Я вскинул ружье на плечо, друзья последовали моему примеру, и мы вышли, оставив мулов под присмотром наших погонщиков. Поль шел последним, бормоча: «Но я же ему говорил "mira, mira", а теперь вот ато уходит». «Ато» — третье испанское слово, выученное Полем; оно означает «хозяин», «владелец», «кормилец».

Поскольку я не раз готовил еду для всей нашей компании, то, вероятно, по отношению ко мне это слово применялось в последнем из его значений. Короче, произнесенное вполне серьезно испанцами, слово это было повторено в шутку моими друзьями, после чего было решено, что, каким бы ни было его значение — хозяин, владелец или кормилец, — оно становится моим прозвищем. Впрочем, хозяин и его жена на краткую речь Поля обратили не больше внимания, чем на наш уход.

До чего же, сударыня, странное существо испанский трактирщик! По правде сказать, он заслуживает особого наблюдения со стороны мыслящих бытописателей. Он живет в доме, стоящем на проезжей улице; над дверью этого дома написано: «venta», или «fonda», или «posada», или «parador» — все эти слова можно перевести более или менее точно как «гостиница»; но каждый раз, когда путешественник, привлеченный такой надписью, имеет неосторожность переступить порог этой двери, он подобным посягательством на неприкосновенность жилища навлекает на себя ненависть его хозяина. Для этого разъяренного хозяина с горящим взором и почти угрожающими жестами даже деньги не имеют никакой ценности. Однако ему было бы неплохо разобраться в самом себе, ведь так легко стереть надпись над дверью, и к тому же испанцу так мало надо сделать, чтобы перейти от ремесла трактирщика к положению обывателя, что, честно говоря, это обеспокоит его ничуть не больше, чем переход от положения обывателя к ремеслу трактирщика.
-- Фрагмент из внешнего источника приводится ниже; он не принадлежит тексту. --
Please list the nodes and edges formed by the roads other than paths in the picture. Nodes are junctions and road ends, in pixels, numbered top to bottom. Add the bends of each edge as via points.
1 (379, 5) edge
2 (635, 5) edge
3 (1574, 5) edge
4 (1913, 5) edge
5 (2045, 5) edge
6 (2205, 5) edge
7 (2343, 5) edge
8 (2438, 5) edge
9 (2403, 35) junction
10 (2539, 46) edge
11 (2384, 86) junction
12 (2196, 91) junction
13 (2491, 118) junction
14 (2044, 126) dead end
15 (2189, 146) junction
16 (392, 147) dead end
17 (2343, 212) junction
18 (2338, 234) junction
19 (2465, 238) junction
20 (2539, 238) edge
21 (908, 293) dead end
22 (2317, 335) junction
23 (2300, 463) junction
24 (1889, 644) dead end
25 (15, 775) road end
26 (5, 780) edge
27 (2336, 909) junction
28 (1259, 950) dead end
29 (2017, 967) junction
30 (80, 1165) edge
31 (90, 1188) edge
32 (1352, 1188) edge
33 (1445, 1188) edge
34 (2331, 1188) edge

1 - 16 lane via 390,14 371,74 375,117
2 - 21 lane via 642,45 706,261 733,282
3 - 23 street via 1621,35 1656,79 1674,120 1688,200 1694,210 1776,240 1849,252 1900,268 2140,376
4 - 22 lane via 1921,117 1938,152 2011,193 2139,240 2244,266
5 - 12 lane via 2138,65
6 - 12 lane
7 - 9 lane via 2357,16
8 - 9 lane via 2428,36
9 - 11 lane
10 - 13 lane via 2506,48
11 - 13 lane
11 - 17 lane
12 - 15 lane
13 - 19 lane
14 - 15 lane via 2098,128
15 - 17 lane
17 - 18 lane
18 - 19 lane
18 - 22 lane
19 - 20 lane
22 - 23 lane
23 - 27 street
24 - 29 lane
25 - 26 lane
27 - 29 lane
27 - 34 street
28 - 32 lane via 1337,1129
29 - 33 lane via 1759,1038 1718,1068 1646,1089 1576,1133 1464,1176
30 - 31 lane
Мы снова отправились в путь. Я уже говорил Вам, помнится, что трактир, куда привели нас погонщики, располагался на краю деревни. Так что теперь мы должны были возвращаться по уже пройденной нами дороге, чтобы отыскать другой. Над дверью дома, стоящего в середине улицы, мы прочли надпись «Парадор Сан-Антонио». Мы вошли. Нас ожидали здесь точно такой же мощеный дворик, такой же мрак, такой же стручковый перец и такая же гитара; однако в темноте, освещаемой отблеском угасающего огня, виднелись два веселых лица: одно, обрамленное красивыми черными волосами, было лицом хозяйки, а другое, в колпаке из красноватой шерсти, — хозяина. При виде нас хозяин и хозяйка встали и двинулись нам навстречу. Тут даже Жиро, вечный защитник нравов и обычаев Испании, воскликнул: «Осанна!», а Дебароль присоединился к нему с возгласом: «Чудо!» Первый раз за все время своего пребывания в Испании они столкнулись с подобной предупредительностью.

В ту же минуту, радуясь возможности покончить со своим гневом и вернуться в сферы человеческого благодушия, мы велели зарезать пару кур, разбить два десятка яиц, очистить ведро картофеля и нарезать лук. Хотя мне следовало бы сказать «мы зарезали пару кур, разбили два десятка яиц, очистили ведро картофеля и нарезали лук». Маке, обливаясь слезами, резал лук, Жиро чистил картофель, Буланже разбивал яйца, а Дебароль, приказав зарезать кур, следил, чтобы их сразу же после этого не бросили в кипящую воду, как это принято в Испании. Что касается Александра, то, как известно, его обязанности сводились к тому, чтобы сразу по прибытии отыскать самое удобное место для сна и немедленно там уснуть. Я же искал не место для сна, а стол.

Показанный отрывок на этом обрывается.